映画評

チョムスキー9.11
Power and Terror

2002年 9月15日
通巻 1121号

「チョムスキー9.11 Power and Terror」のチラシアメリカこそ最悪のテロ国家!

2002年/シグロ作品/監督・ジャン・ユンカーマン
日時:9月28日(土)午前10時50分/会場:ユーロスペース(03-3461-0211)
日時:10月12日(土)午後8時45分/会場:京都アサヒシネマ(075-255-6760)

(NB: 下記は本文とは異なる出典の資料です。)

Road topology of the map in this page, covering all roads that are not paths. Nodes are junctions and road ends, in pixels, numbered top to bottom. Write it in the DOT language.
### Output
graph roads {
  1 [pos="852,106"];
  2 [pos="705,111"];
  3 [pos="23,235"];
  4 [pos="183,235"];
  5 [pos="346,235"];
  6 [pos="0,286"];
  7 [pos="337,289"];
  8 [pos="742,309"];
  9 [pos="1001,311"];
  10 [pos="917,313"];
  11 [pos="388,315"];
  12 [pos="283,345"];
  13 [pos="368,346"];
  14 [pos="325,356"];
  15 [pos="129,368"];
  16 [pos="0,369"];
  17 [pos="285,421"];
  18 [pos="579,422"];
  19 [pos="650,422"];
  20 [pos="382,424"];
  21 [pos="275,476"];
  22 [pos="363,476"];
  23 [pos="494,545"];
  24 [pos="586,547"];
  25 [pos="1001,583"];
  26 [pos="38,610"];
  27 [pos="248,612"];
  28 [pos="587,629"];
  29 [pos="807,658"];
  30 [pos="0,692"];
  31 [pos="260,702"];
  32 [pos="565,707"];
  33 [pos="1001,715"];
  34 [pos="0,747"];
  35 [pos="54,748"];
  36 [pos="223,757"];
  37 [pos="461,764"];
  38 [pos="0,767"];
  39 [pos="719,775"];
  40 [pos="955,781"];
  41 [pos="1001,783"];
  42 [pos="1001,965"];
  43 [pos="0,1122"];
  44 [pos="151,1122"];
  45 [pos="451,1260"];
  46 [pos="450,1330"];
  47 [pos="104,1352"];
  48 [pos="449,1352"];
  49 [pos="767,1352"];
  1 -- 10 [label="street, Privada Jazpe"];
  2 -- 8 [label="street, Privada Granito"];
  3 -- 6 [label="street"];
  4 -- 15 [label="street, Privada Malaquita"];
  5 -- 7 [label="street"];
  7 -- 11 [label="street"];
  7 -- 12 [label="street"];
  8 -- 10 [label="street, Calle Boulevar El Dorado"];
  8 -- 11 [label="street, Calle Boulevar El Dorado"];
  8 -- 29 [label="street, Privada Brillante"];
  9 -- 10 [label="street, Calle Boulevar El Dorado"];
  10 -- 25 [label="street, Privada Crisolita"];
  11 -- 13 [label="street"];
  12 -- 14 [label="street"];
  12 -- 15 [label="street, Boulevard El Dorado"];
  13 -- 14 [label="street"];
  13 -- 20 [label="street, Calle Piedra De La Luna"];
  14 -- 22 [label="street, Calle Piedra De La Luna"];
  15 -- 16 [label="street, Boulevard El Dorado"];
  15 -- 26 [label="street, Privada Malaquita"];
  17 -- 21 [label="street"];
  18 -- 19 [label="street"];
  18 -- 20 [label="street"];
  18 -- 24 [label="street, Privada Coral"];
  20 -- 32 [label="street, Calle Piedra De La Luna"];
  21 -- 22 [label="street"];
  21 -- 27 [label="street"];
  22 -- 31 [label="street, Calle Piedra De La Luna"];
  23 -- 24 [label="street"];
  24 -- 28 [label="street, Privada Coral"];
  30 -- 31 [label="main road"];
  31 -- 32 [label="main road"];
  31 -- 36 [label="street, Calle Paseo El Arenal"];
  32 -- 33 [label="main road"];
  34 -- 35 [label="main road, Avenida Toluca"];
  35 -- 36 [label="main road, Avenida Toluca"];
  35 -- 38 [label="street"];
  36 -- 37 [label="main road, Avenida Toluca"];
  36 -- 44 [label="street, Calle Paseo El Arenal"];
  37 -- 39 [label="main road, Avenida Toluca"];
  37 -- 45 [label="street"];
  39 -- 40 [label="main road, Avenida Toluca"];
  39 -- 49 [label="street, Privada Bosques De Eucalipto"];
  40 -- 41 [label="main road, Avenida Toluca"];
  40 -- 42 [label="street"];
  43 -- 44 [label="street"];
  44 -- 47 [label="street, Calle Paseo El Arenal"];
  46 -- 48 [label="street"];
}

 映画は、ノーム・チョムスキーの各地での講演会を追って、淡々と描かれてゆく。何の変哲もない。ただし、この作品が、多くのインタビューの寄せ集めや、単なるドキュメンタリー作品で終わっていないのは、チョムスキー個人の話術の巧み、エスプリの効いたジョークによるところが大きい。ここには、ギリシャ哲学者たちの対話のように、西欧社会の到達した最も優れた文化の伝統が息づいている。
 チョムスキーは、主に、覇権国家を俎上に載せる。その軽快な語り口と抑制の利いた、持続的な情熱で、力すなわち正義である、という覇権国家の盲点を揶揄する。覇権の論理に対置しては、制圧された側の恨みの構造を明らかにする。その上で、覇権国家が嫌われる「原因」を、理性的に分析してゆく。
 チョムスキーがこの映画の中で語っている事実は、悲惨な戦争のうちでも、最も目を覆いたくなるような事例である。にも関わらず、見る者に一種のカタルシスを感じさせるのは、チョムスキーが、率直に、理性的に、事態を見ているからである。彼は、悪戯好きな妖精のように事態の推移を見、正確なメスを当て、悪所を切開してみせる。彼の武器は、徹底した率直さと偏見のない知性である。観衆は、自分達の内側でもやもやしていたものが、顕にされ、言葉という理性によって生まれ変わる瞬間に立ち会っているのである。
 このことが、この映画が扱っている問題の深刻さ、悲惨から、観客を救っている。見終わってから、一種の清々しさすら感じさせる原因になっているのだ。
 明快なものの名を理性と呼ぶ。この映画は、その理性が立ち働く現場の証言である。映画を見終わった観客に託された清涼感こそ、「テロの時代」を生きる我々への、監督からのメッセージであり、チョムスキーその人からの問いかけである。あなた自身も、理性を研ぎ澄ませて「静穏」に生きないか と。 (長谷川 明)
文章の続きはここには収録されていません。